Top of Dataset extract

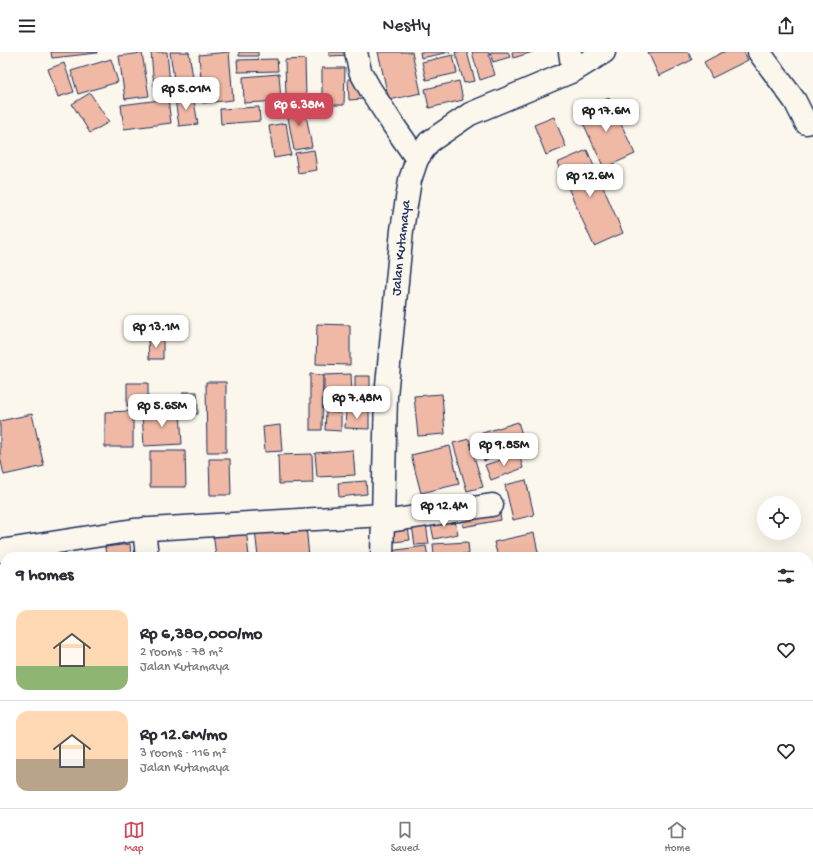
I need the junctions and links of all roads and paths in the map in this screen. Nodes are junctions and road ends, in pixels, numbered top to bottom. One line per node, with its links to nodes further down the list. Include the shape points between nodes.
1 (356, 52): 6 (street, via 360,71 370,89)
2 (604, 52): 4 (street, Jalan Kutamaya)
3 (759, 52): 5 (street, via 795,101)
4 (571, 62): 6 (street, Jalan Kutamaya, via 470,114 429,142)
5 (806, 124)
6 (417, 159): 8 (street, Jalan Kutamaya, via 410,180 402,230 386,396)
7 (492, 504): 8 (street)
8 (382, 518): 9 (street); 12 (street, Jalan Kutamaya)
9 (144, 529): 10 (street); 11 (street)
10 (0, 552)
11 (146, 552)
12 (382, 552)

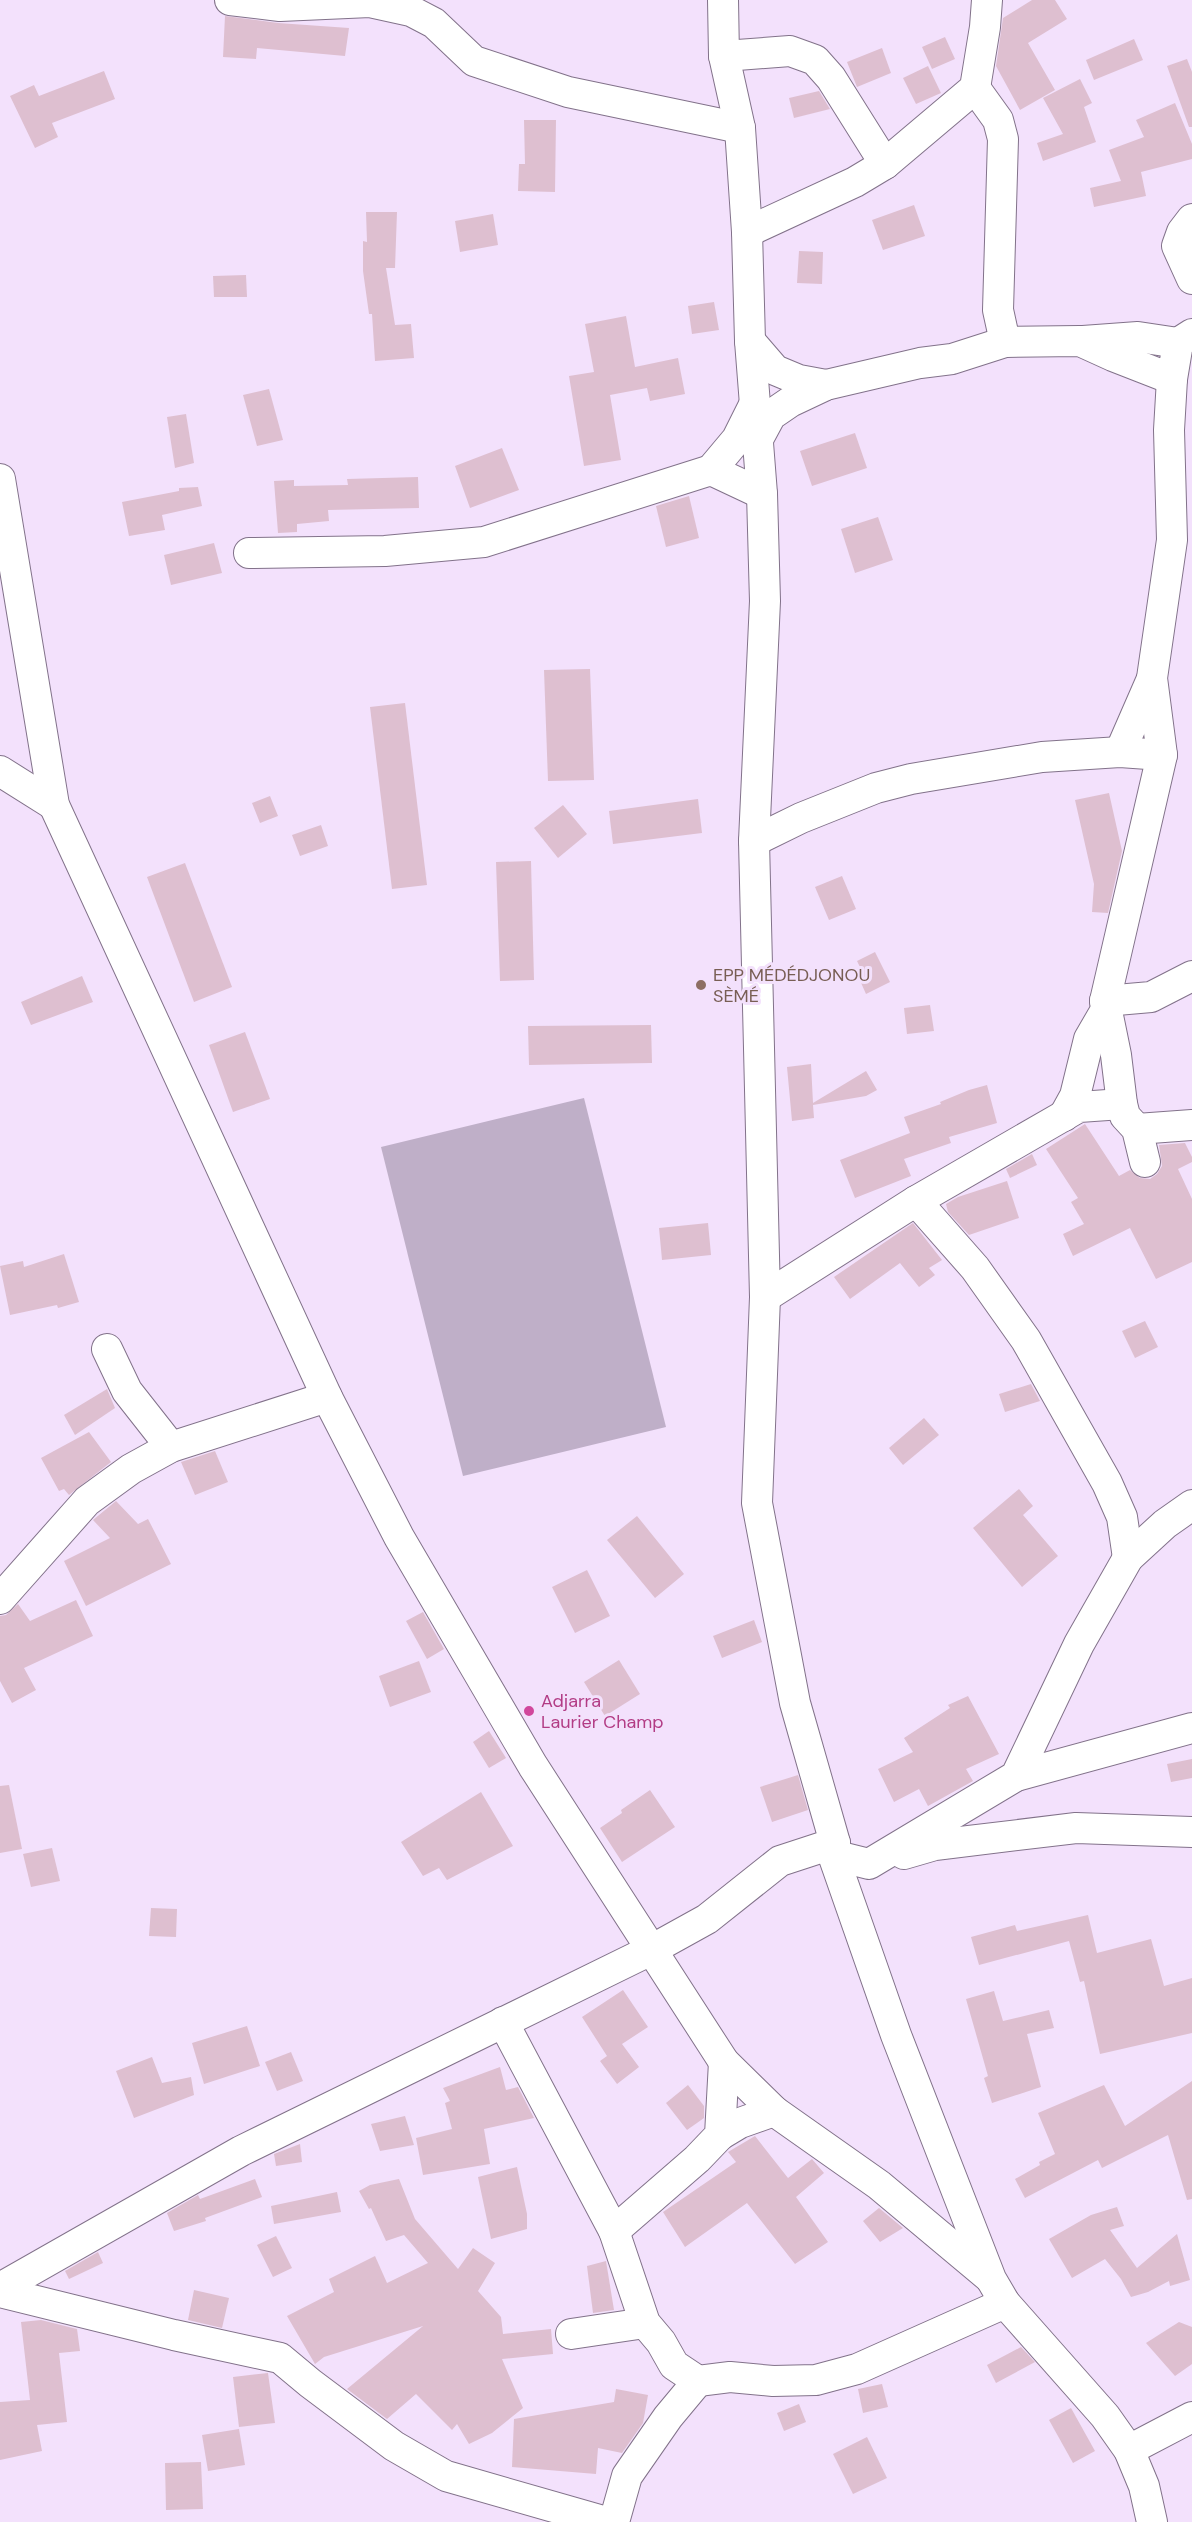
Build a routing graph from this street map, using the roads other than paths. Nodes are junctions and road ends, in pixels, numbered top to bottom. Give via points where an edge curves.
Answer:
1 (230, 0) edge
2 (723, 0) edge
3 (987, 0) edge
4 (724, 56) junction
5 (975, 88) junction
6 (740, 128) junction
7 (885, 164) junction
8 (1192, 219) edge
9 (747, 232) junction
10 (1192, 279) edge
11 (1185, 338) edge
12 (750, 341) junction
13 (1080, 341) junction
14 (1005, 342) junction
15 (1172, 379) junction
16 (826, 386) junction
17 (754, 404) junction
18 (758, 441) junction
19 (711, 470) junction
20 (0, 478) edge
21 (762, 494) junction
22 (249, 553) dead end
23 (1152, 678) junction
24 (1120, 752) junction
25 (1162, 755) junction
26 (0, 771) edge
27 (54, 805) junction
28 (754, 841) junction
29 (1192, 976) edge
30 (1106, 1004) junction
31 (1064, 1116) junction
32 (1130, 1117) junction
33 (1192, 1125) edge
34 (1145, 1162) dead end
35 (916, 1201) junction
36 (765, 1297) junction
37 (107, 1349) dead end
38 (327, 1397) junction
39 (171, 1447) junction
40 (1192, 1505) edge
41 (1128, 1558) junction
42 (0, 1599) edge
43 (1192, 1728) edge
44 (1016, 1776) junction
45 (1192, 1832) edge
46 (834, 1849) junction
47 (869, 1864) junction
48 (651, 1950) junction
49 (503, 2022) junction
50 (724, 2062) junction
51 (774, 2111) junction
52 (720, 2135) junction
53 (614, 2231) junction
54 (0, 2290) edge
55 (998, 2291) junction
56 (645, 2324) junction
57 (571, 2334) dead end
58 (698, 2381) junction
59 (1192, 2417) edge
60 (1129, 2450) junction
61 (606, 2522) edge
62 (614, 2522) edge
63 (1152, 2522) edge

1 - 6 street via 279,6 370,2 411,11 434,23 474,61 568,92
2 - 4 street
3 - 5 street
4 - 6 street
4 - 7 street via 790,51 815,60 831,78
5 - 7 street
5 - 14 street via 998,120 1003,139 998,310
6 - 9 street
7 - 9 street
8 - 10 street via 1177,246
9 - 12 street
11 - 13 street
11 - 15 street
12 - 16 street via 775,370
12 - 17 street
13 - 14 street
13 - 15 street
14 - 16 street via 952,359
15 - 23 street via 1172,540
16 - 18 street via 771,415
17 - 18 street
17 - 19 street via 737,439
18 - 21 street
19 - 21 street
19 - 22 street via 484,542 385,551
20 - 27 street
21 - 28 street via 765,601
23 - 24 street
23 - 25 street
24 - 25 street
24 - 28 street via 1042,757 911,779 876,788
25 - 30 street
26 - 27 street
27 - 38 street
28 - 36 street
29 - 30 street via 1150,997
30 - 31 street via 1089,1039 1075,1096
30 - 32 street
31 - 32 street via 1079,1107
31 - 35 street
32 - 33 street
32 - 34 street
35 - 36 street
35 - 41 street via 975,1268 1032,1350 1107,1482 1122,1517
36 - 46 street via 757,1503 795,1703
37 - 39 street via 127,1391
38 - 39 street
38 - 48 street via 411,1557 533,1766
39 - 42 street via 131,1469 87,1501
40 - 41 street
41 - 44 street via 1079,1644
43 - 44 street
44 - 47 street
45 - 47 street via 1076,1828 934,1845
46 - 47 street
46 - 48 street via 780,1861 707,1919
46 - 55 street via 896,2036
48 - 49 street
48 - 50 street
49 - 53 street
49 - 54 street via 241,2151
50 - 51 street
50 - 52 street
51 - 52 street
51 - 55 street via 879,2185
52 - 53 street
53 - 56 street
54 - 61 street via 174,2336 280,2358 394,2446 446,2476
55 - 58 street via 857,2369 816,2380 730,2377
55 - 60 street via 1105,2416
56 - 57 street
56 - 58 street via 674,2365
58 - 62 street via 627,2476
59 - 60 street
60 - 63 street via 1144,2486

Bottom of Dataset extract

Try it -
Exactly as written above, print every line of the data but not its pictures.

Answer box -
I need the junctions and links of all roads and paths in the map in this screen. Nodes are junctions and road ends, in pixels, numbered top to bottom. One line per node, with its links to nodes further down the list. Include the shape points between nodes.
1 (356, 52): 6 (street, via 360,71 370,89)
2 (604, 52): 4 (street, Jalan Kutamaya)
3 (759, 52): 5 (street, via 795,101)
4 (571, 62): 6 (street, Jalan Kutamaya, via 470,114 429,142)
5 (806, 124)
6 (417, 159): 8 (street, Jalan Kutamaya, via 410,180 402,230 386,396)
7 (492, 504): 8 (street)
8 (382, 518): 9 (street); 12 (street, Jalan Kutamaya)
9 (144, 529): 10 (street); 11 (street)
10 (0, 552)
11 (146, 552)
12 (382, 552)

Build a routing graph from this street map, using the roads other than paths. Nodes are junctions and road ends, in pixels, numbered top to bottom. Give via points where an edge curves.
Answer:
1 (230, 0) edge
2 (723, 0) edge
3 (987, 0) edge
4 (724, 56) junction
5 (975, 88) junction
6 (740, 128) junction
7 (885, 164) junction
8 (1192, 219) edge
9 (747, 232) junction
10 (1192, 279) edge
11 (1185, 338) edge
12 (750, 341) junction
13 (1080, 341) junction
14 (1005, 342) junction
15 (1172, 379) junction
16 (826, 386) junction
17 (754, 404) junction
18 (758, 441) junction
19 (711, 470) junction
20 (0, 478) edge
21 (762, 494) junction
22 (249, 553) dead end
23 (1152, 678) junction
24 (1120, 752) junction
25 (1162, 755) junction
26 (0, 771) edge
27 (54, 805) junction
28 (754, 841) junction
29 (1192, 976) edge
30 (1106, 1004) junction
31 (1064, 1116) junction
32 (1130, 1117) junction
33 (1192, 1125) edge
34 (1145, 1162) dead end
35 (916, 1201) junction
36 (765, 1297) junction
37 (107, 1349) dead end
38 (327, 1397) junction
39 (171, 1447) junction
40 (1192, 1505) edge
41 (1128, 1558) junction
42 (0, 1599) edge
43 (1192, 1728) edge
44 (1016, 1776) junction
45 (1192, 1832) edge
46 (834, 1849) junction
47 (869, 1864) junction
48 (651, 1950) junction
49 (503, 2022) junction
50 (724, 2062) junction
51 (774, 2111) junction
52 (720, 2135) junction
53 (614, 2231) junction
54 (0, 2290) edge
55 (998, 2291) junction
56 (645, 2324) junction
57 (571, 2334) dead end
58 (698, 2381) junction
59 (1192, 2417) edge
60 (1129, 2450) junction
61 (606, 2522) edge
62 (614, 2522) edge
63 (1152, 2522) edge

1 - 6 street via 279,6 370,2 411,11 434,23 474,61 568,92
2 - 4 street
3 - 5 street
4 - 6 street
4 - 7 street via 790,51 815,60 831,78
5 - 7 street
5 - 14 street via 998,120 1003,139 998,310
6 - 9 street
7 - 9 street
8 - 10 street via 1177,246
9 - 12 street
11 - 13 street
11 - 15 street
12 - 16 street via 775,370
12 - 17 street
13 - 14 street
13 - 15 street
14 - 16 street via 952,359
15 - 23 street via 1172,540
16 - 18 street via 771,415
17 - 18 street
17 - 19 street via 737,439
18 - 21 street
19 - 21 street
19 - 22 street via 484,542 385,551
20 - 27 street
21 - 28 street via 765,601
23 - 24 street
23 - 25 street
24 - 25 street
24 - 28 street via 1042,757 911,779 876,788
25 - 30 street
26 - 27 street
27 - 38 street
28 - 36 street
29 - 30 street via 1150,997
30 - 31 street via 1089,1039 1075,1096
30 - 32 street
31 - 32 street via 1079,1107
31 - 35 street
32 - 33 street
32 - 34 street
35 - 36 street
35 - 41 street via 975,1268 1032,1350 1107,1482 1122,1517
36 - 46 street via 757,1503 795,1703
37 - 39 street via 127,1391
38 - 39 street
38 - 48 street via 411,1557 533,1766
39 - 42 street via 131,1469 87,1501
40 - 41 street
41 - 44 street via 1079,1644
43 - 44 street
44 - 47 street
45 - 47 street via 1076,1828 934,1845
46 - 47 street
46 - 48 street via 780,1861 707,1919
46 - 55 street via 896,2036
48 - 49 street
48 - 50 street
49 - 53 street
49 - 54 street via 241,2151
50 - 51 street
50 - 52 street
51 - 52 street
51 - 55 street via 879,2185
52 - 53 street
53 - 56 street
54 - 61 street via 174,2336 280,2358 394,2446 446,2476
55 - 58 street via 857,2369 816,2380 730,2377
55 - 60 street via 1105,2416
56 - 57 street
56 - 58 street via 674,2365
58 - 62 street via 627,2476
59 - 60 street
60 - 63 street via 1144,2486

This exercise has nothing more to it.